• PROBLEM TO SOLVE: Below is some data. Retype exactly the lines starting at the one with "for (size_t i" and ending at the one with "auto shape = [&](const".

━━ RECORDS TO USE

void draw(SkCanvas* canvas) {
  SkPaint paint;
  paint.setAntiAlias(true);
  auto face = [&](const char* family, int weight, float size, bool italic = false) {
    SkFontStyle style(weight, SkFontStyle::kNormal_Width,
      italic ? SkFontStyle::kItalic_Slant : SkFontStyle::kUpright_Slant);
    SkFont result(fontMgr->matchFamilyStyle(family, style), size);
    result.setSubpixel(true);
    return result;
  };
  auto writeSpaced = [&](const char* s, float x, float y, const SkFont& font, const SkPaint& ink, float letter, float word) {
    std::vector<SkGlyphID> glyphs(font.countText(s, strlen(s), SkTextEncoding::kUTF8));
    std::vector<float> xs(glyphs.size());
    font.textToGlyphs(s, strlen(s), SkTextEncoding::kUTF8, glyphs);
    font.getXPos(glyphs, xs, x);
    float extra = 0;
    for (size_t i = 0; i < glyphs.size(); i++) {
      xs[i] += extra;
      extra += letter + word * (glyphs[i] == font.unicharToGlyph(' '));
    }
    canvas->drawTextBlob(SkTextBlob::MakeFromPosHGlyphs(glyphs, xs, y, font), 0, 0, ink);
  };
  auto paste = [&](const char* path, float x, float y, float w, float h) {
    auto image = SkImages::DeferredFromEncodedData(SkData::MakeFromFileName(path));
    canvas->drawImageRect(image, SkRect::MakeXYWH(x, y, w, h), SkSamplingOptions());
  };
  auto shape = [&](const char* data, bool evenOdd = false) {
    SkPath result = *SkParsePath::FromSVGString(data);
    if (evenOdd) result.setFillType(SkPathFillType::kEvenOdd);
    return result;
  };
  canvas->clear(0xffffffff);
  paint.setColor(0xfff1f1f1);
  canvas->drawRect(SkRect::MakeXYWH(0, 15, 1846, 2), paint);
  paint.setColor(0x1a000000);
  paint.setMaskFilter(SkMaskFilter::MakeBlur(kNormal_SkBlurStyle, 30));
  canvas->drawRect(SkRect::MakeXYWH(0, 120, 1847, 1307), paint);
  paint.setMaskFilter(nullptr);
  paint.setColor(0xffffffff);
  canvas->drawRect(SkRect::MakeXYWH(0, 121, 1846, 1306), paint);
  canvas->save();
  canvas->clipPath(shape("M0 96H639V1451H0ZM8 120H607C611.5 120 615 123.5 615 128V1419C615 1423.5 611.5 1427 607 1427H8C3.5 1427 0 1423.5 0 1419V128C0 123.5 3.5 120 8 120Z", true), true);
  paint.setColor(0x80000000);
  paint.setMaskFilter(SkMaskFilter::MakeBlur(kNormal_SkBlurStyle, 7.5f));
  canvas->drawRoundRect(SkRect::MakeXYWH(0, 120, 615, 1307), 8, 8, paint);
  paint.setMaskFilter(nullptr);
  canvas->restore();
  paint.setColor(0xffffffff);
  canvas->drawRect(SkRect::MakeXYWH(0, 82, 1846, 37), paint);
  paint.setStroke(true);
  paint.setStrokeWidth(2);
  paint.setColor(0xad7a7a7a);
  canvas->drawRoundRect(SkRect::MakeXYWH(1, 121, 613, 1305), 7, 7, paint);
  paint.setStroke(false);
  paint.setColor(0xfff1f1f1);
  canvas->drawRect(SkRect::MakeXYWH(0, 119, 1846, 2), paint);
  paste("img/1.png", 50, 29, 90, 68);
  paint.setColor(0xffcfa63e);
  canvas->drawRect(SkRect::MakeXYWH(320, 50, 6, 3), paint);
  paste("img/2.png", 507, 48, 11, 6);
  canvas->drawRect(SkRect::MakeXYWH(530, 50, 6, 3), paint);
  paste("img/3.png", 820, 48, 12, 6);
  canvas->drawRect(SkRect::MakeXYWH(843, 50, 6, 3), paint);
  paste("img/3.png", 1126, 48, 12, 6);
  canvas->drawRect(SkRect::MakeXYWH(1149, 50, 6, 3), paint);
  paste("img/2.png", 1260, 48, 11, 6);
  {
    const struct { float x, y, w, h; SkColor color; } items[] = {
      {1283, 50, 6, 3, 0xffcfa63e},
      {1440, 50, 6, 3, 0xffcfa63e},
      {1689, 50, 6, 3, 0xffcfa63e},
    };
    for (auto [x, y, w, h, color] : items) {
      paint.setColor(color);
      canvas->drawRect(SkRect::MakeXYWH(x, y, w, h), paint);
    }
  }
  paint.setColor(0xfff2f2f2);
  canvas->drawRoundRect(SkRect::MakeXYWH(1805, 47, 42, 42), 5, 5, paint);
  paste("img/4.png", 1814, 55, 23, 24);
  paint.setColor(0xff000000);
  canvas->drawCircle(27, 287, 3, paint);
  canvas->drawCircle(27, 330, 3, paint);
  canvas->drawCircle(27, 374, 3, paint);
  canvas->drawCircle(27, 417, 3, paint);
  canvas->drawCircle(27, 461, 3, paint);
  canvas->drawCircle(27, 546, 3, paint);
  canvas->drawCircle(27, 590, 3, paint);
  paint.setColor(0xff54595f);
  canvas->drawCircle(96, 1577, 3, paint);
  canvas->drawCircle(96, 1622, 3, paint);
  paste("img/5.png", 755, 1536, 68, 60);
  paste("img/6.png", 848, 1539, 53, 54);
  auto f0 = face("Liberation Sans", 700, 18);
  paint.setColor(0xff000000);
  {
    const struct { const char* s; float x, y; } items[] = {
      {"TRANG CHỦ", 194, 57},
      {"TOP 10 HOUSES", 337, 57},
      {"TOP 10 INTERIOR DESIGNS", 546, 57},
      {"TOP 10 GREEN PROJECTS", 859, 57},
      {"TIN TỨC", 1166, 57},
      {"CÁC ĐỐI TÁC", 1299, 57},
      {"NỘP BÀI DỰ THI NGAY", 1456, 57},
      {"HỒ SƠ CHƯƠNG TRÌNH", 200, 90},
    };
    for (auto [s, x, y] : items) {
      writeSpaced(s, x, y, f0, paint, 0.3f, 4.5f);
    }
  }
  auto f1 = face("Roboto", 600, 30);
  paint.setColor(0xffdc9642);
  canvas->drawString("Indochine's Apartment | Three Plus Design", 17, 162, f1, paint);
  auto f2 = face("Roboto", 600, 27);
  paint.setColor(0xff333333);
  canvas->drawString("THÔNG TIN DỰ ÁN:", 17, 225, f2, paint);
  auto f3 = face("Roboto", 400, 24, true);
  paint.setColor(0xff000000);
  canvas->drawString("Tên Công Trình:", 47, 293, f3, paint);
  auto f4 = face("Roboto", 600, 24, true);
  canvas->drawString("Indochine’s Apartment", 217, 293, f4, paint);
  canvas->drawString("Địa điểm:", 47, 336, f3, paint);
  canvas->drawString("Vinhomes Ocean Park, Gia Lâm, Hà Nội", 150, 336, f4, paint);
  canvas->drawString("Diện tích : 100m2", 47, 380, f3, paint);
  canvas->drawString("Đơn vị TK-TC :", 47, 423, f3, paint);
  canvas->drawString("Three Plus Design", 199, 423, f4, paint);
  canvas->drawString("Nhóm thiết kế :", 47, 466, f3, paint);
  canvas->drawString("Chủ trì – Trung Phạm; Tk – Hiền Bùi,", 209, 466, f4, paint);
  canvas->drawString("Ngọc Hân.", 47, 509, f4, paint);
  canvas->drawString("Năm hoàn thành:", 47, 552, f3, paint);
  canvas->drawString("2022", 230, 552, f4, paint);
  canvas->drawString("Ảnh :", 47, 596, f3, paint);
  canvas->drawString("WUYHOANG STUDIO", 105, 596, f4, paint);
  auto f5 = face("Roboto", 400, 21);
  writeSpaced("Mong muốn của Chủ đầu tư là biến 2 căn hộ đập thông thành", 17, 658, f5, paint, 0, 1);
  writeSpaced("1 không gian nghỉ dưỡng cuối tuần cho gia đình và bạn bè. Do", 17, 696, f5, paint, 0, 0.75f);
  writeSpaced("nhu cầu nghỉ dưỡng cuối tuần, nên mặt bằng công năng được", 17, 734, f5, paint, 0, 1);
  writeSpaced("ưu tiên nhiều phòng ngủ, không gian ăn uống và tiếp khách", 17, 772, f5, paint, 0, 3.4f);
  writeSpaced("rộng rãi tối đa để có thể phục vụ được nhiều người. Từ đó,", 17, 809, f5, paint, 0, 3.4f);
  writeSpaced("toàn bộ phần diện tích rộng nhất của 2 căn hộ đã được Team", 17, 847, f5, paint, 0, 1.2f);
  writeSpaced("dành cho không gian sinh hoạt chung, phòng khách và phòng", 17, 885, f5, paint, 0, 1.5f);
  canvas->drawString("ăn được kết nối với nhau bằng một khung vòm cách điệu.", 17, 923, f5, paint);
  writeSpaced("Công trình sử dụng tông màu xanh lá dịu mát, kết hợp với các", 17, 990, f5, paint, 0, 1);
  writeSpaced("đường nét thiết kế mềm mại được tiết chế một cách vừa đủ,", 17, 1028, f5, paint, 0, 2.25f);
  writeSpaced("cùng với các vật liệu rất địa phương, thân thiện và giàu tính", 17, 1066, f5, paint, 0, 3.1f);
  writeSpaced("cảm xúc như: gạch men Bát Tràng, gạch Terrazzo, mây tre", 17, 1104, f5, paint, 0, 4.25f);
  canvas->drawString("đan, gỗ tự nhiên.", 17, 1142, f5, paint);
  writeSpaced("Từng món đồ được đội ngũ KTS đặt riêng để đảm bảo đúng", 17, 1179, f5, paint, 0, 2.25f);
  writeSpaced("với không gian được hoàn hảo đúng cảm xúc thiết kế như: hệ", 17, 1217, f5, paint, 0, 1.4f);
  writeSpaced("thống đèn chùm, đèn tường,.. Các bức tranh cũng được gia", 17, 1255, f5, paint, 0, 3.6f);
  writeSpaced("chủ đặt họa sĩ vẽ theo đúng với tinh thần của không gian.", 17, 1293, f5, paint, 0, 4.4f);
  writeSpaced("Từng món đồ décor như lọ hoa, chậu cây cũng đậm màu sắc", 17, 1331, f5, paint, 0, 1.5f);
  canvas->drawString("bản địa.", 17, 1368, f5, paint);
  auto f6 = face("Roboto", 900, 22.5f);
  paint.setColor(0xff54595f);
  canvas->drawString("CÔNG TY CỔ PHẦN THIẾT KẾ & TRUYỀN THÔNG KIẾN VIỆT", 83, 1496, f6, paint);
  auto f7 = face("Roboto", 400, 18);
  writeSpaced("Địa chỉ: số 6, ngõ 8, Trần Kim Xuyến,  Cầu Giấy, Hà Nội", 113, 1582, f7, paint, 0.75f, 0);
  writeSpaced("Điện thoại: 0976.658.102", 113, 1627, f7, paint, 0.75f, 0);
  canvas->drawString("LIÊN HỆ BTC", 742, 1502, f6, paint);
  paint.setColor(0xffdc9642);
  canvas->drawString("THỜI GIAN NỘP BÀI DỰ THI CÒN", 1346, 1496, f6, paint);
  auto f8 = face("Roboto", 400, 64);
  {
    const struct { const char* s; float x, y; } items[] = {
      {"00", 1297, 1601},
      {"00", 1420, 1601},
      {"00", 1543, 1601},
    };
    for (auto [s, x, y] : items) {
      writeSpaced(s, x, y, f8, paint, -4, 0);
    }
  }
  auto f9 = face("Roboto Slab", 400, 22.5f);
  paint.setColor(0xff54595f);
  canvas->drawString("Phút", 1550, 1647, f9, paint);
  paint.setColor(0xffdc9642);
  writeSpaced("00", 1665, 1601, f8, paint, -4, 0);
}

━━━━

• EXPECTED ANSWER:
    for (size_t i = 0; i < glyphs.size(); i++) {
      xs[i] += extra;
      extra += letter + word * (glyphs[i] == font.unicharToGlyph(' '));
    }
    canvas->drawTextBlob(SkTextBlob::MakeFromPosHGlyphs(glyphs, xs, y, font), 0, 0, ink);
  };
  auto paste = [&](const char* path, float x, float y, float w, float h) {
    auto image = SkImages::DeferredFromEncodedData(SkData::MakeFromFileName(path));
    canvas->drawImageRect(image, SkRect::MakeXYWH(x, y, w, h), SkSamplingOptions());
  };
  auto shape = [&](const char* data, bool evenOdd = false) {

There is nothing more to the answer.